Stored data

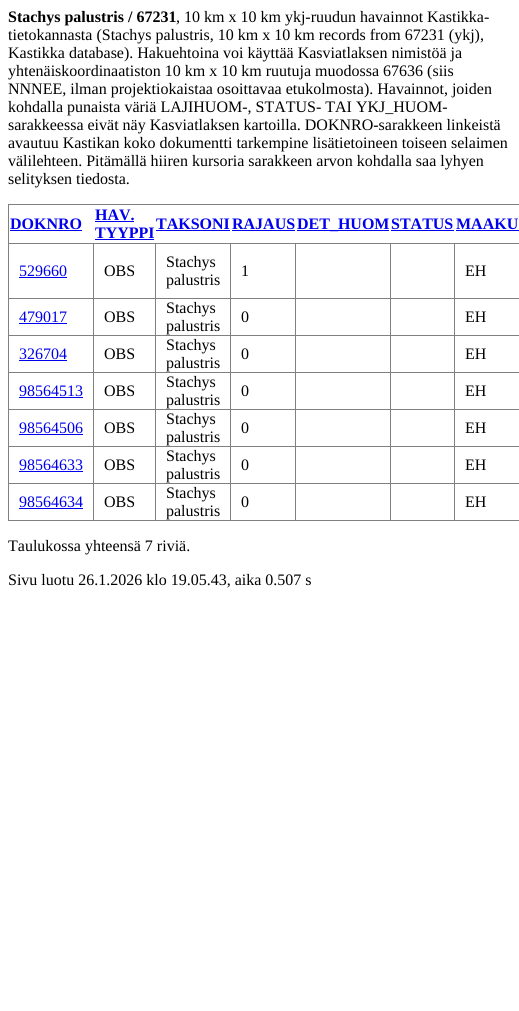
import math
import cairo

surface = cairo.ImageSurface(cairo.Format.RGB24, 519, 1011)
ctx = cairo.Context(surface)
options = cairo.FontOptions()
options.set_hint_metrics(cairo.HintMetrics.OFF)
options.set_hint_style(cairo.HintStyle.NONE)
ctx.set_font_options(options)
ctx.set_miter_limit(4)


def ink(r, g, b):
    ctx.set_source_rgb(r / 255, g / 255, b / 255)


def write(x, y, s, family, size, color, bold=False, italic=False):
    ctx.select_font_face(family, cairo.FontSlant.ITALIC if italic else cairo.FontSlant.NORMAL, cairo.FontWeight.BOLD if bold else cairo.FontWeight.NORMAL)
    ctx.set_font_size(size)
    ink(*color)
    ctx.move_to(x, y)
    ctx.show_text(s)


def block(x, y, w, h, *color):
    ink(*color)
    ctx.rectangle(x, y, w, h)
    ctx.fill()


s1 = dict(family="Liberation Serif", size=16, color=(0, 0, 0), bold=True)
s2 = dict(family="Liberation Serif", size=16, color=(0, 0, 0))
s3 = dict(family="Liberation Serif", size=16, color=(0, 0, 238), bold=True)
s4 = dict(family="Liberation Serif", size=16, color=(0, 0, 238))

ink(255, 255, 255)
ctx.paint()
write(8, 22, "Stachys palustris / 67231", **s1)
write(176, 22, ", 10 km x 10 km ykj-ruudun havainnot Kastikka-", **s2)
write(8, 40, "tietokannasta (Stachys palustris, 10 km x 10 km records from 67231 (ykj),", **s2)
write(8, 58, "Kastikka database). Hakuehtoina voi käyttää Kasviatlaksen nimistöä ja", **s2)
write(8, 76, "yhtenäiskoordinaatiston 10 km x 10 km ruutuja muodossa 67636 (siis", **s2)
write(8, 94, "NNNEE, ilman projektiokaistaa osoittavaa etukolmosta). Havainnot, joiden", **s2)
write(8, 112, "kohdalla punaista väriä LAJIHUOM-, STATUS- TAI YKJ_HUOM-", **s2)
write(8, 130, "sarakkeessa eivät näy Kasviatlaksen kartoilla. DOKNRO-sarakkeen linkeistä", **s2)
write(8, 148, "avautuu Kastikan koko dokumentti tarkempine lisätietoineen toiseen selaimen", **s2)
write(8, 166, "välilehteen. Pitämällä hiiren kursoria sarakkeen arvon kohdalla saa lyhyen", **s2)
write(8, 184, "selityksen tiedosta.", **s2)
block(8, 204, 511, 1, 128, 128, 128)
block(8, 520, 511, 1, 128, 128, 128)
block(8, 204, 1, 317, 128, 128, 128)
write(10, 229, "DOKNRO", **s3)
block(10, 230, 72, 1, 0, 0, 238)
write(95, 220, "HAV.", **s3)
block(95, 221, 39, 1, 0, 0, 238)
write(95, 238, "TYYPPI", **s3)
block(95, 239, 59, 1, 0, 0, 238)
write(156, 229, "TAKSONI", **s3)
block(156, 230, 74, 1, 0, 0, 238)
write(232, 229, "RAJAUS", **s3)
block(232, 230, 63, 1, 0, 0, 238)
block(297, 230, 92, 1, 0, 0, 238)
write(297, 229, "DET_HUOM", **s3)
write(391, 229, "STATUS", **s3)
block(391, 230, 63, 1, 0, 0, 238)
write(456, 229, "MAAKU", **s3)
block(456, 230, 63, 1, 0, 0, 238)
block(454, 243, 65, 1, 128, 128, 128)
block(454, 298, 65, 1, 128, 128, 128)
block(454, 335, 65, 1, 128, 128, 128)
block(454, 372, 65, 1, 128, 128, 128)
block(454, 409, 65, 1, 128, 128, 128)
block(454, 446, 65, 1, 128, 128, 128)
block(454, 483, 65, 1, 128, 128, 128)
block(454, 483, 1, 38, 128, 128, 128)
block(390, 483, 65, 1, 128, 128, 128)
block(454, 446, 1, 38, 128, 128, 128)
block(390, 446, 65, 1, 128, 128, 128)
block(454, 409, 1, 38, 128, 128, 128)
block(390, 409, 65, 1, 128, 128, 128)
block(454, 372, 1, 38, 128, 128, 128)
block(390, 372, 65, 1, 128, 128, 128)
block(454, 335, 1, 38, 128, 128, 128)
block(390, 335, 65, 1, 128, 128, 128)
block(454, 298, 1, 38, 128, 128, 128)
block(390, 298, 65, 1, 128, 128, 128)
block(454, 243, 1, 56, 128, 128, 128)
block(390, 243, 65, 1, 128, 128, 128)
block(390, 483, 1, 38, 128, 128, 128)
block(295, 483, 96, 1, 128, 128, 128)
block(390, 446, 1, 38, 128, 128, 128)
block(295, 446, 96, 1, 128, 128, 128)
block(390, 409, 1, 38, 128, 128, 128)
block(295, 409, 96, 1, 128, 128, 128)
block(390, 372, 1, 38, 128, 128, 128)
block(295, 372, 96, 1, 128, 128, 128)
block(390, 335, 1, 38, 128, 128, 128)
block(295, 335, 96, 1, 128, 128, 128)
block(390, 298, 1, 38, 128, 128, 128)
block(295, 298, 96, 1, 128, 128, 128)
block(390, 243, 1, 56, 128, 128, 128)
block(295, 243, 96, 1, 128, 128, 128)
block(295, 483, 1, 38, 128, 128, 128)
block(230, 483, 66, 1, 128, 128, 128)
block(295, 446, 1, 38, 128, 128, 128)
block(230, 446, 66, 1, 128, 128, 128)
block(295, 409, 1, 38, 128, 128, 128)
block(230, 409, 66, 1, 128, 128, 128)
block(295, 372, 1, 38, 128, 128, 128)
block(230, 372, 66, 1, 128, 128, 128)
block(295, 335, 1, 38, 128, 128, 128)
block(230, 335, 66, 1, 128, 128, 128)
block(295, 298, 1, 38, 128, 128, 128)
block(230, 298, 66, 1, 128, 128, 128)
block(295, 243, 1, 56, 128, 128, 128)
block(230, 243, 66, 1, 128, 128, 128)
block(230, 483, 1, 38, 128, 128, 128)
block(155, 483, 76, 1, 128, 128, 128)
block(230, 446, 1, 38, 128, 128, 128)
block(155, 446, 76, 1, 128, 128, 128)
block(230, 409, 1, 38, 128, 128, 128)
block(155, 409, 76, 1, 128, 128, 128)
block(230, 372, 1, 38, 128, 128, 128)
block(155, 372, 76, 1, 128, 128, 128)
block(230, 335, 1, 38, 128, 128, 128)
block(155, 335, 76, 1, 128, 128, 128)
block(230, 298, 1, 38, 128, 128, 128)
block(155, 298, 76, 1, 128, 128, 128)
block(230, 243, 1, 56, 128, 128, 128)
block(155, 243, 76, 1, 128, 128, 128)
block(155, 483, 1, 38, 128, 128, 128)
block(93, 483, 63, 1, 128, 128, 128)
block(155, 446, 1, 38, 128, 128, 128)
block(93, 446, 63, 1, 128, 128, 128)
block(155, 409, 1, 38, 128, 128, 128)
block(93, 409, 63, 1, 128, 128, 128)
block(155, 372, 1, 38, 128, 128, 128)
block(93, 372, 63, 1, 128, 128, 128)
block(155, 335, 1, 38, 128, 128, 128)
block(93, 335, 63, 1, 128, 128, 128)
block(155, 298, 1, 38, 128, 128, 128)
block(93, 298, 63, 1, 128, 128, 128)
block(155, 243, 1, 56, 128, 128, 128)
block(93, 243, 63, 1, 128, 128, 128)
block(93, 483, 1, 38, 128, 128, 128)
block(8, 483, 86, 1, 128, 128, 128)
block(93, 446, 1, 38, 128, 128, 128)
block(8, 446, 86, 1, 128, 128, 128)
block(93, 409, 1, 38, 128, 128, 128)
block(8, 409, 86, 1, 128, 128, 128)
block(93, 372, 1, 38, 128, 128, 128)
block(8, 372, 86, 1, 128, 128, 128)
block(93, 335, 1, 38, 128, 128, 128)
block(8, 335, 86, 1, 128, 128, 128)
block(93, 298, 1, 38, 128, 128, 128)
block(8, 298, 86, 1, 128, 128, 128)
block(93, 243, 1, 56, 128, 128, 128)
block(8, 243, 86, 1, 128, 128, 128)
write(19, 276, "529660", **s4)
block(19, 277, 48, 1, 0, 0, 238)
write(104, 276, "OBS", **s2)
write(166, 267, "Stachys", **s2)
write(166, 285, "palustris", **s2)
write(241, 276, "1", **s2)
write(465, 276, "EH", **s2)
write(19, 322, "479017", **s4)
block(19, 323, 48, 1, 0, 0, 238)
write(104, 322, "OBS", **s2)
write(166, 313, "Stachys", **s2)
write(166, 331, "palustris", **s2)
write(241, 322, "0", **s2)
write(465, 322, "EH", **s2)
write(19, 359, "326704", **s4)
block(19, 360, 48, 1, 0, 0, 238)
write(104, 359, "OBS", **s2)
write(166, 350, "Stachys", **s2)
write(166, 368, "palustris", **s2)
write(241, 359, "0", **s2)
write(465, 359, "EH", **s2)
write(19, 396, "98564513", **s4)
block(19, 397, 64, 1, 0, 0, 238)
write(104, 396, "OBS", **s2)
write(166, 387, "Stachys", **s2)
write(166, 405, "palustris", **s2)
write(241, 396, "0", **s2)
write(465, 396, "EH", **s2)
write(19, 433, "98564506", **s4)
block(19, 434, 64, 1, 0, 0, 238)
write(104, 433, "OBS", **s2)
write(166, 424, "Stachys", **s2)
write(166, 442, "palustris", **s2)
write(241, 433, "0", **s2)
write(465, 433, "EH", **s2)
write(19, 470, "98564633", **s4)
block(19, 471, 64, 1, 0, 0, 238)
write(104, 470, "OBS", **s2)
write(166, 461, "Stachys", **s2)
write(166, 479, "palustris", **s2)
write(241, 470, "0", **s2)
write(465, 470, "EH", **s2)
write(19, 507, "98564634", **s4)
block(19, 508, 64, 1, 0, 0, 238)
write(104, 507, "OBS", **s2)
write(166, 498, "Stachys", **s2)
write(166, 516, "palustris", **s2)
write(241, 507, "0", **s2)
write(465, 507, "EH", **s2)
write(8, 551, "Taulukossa yhteensä 7 riviä.", **s2)
write(8, 585, "Sivu luotu 26.1.2026 klo 19.05.43, aika 0.507 s", **s2)
surface.write_to_png("screenshot.png")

TASK BRIEF: Only the lines from the one with "block(19, 434, 64, 1, 0, 0, 238)" through the final line above belong in the answer, each reproduced word for word.

EXPECTED OUTPUT:
block(19, 434, 64, 1, 0, 0, 238)
write(104, 433, "OBS", **s2)
write(166, 424, "Stachys", **s2)
write(166, 442, "palustris", **s2)
write(241, 433, "0", **s2)
write(465, 433, "EH", **s2)
write(19, 470, "98564633", **s4)
block(19, 471, 64, 1, 0, 0, 238)
write(104, 470, "OBS", **s2)
write(166, 461, "Stachys", **s2)
write(166, 479, "palustris", **s2)
write(241, 470, "0", **s2)
write(465, 470, "EH", **s2)
write(19, 507, "98564634", **s4)
block(19, 508, 64, 1, 0, 0, 238)
write(104, 507, "OBS", **s2)
write(166, 498, "Stachys", **s2)
write(166, 516, "palustris", **s2)
write(241, 507, "0", **s2)
write(465, 507, "EH", **s2)
write(8, 551, "Taulukossa yhteensä 7 riviä.", **s2)
write(8, 585, "Sivu luotu 26.1.2026 klo 19.05.43, aika 0.507 s", **s2)
surface.write_to_png("screenshot.png")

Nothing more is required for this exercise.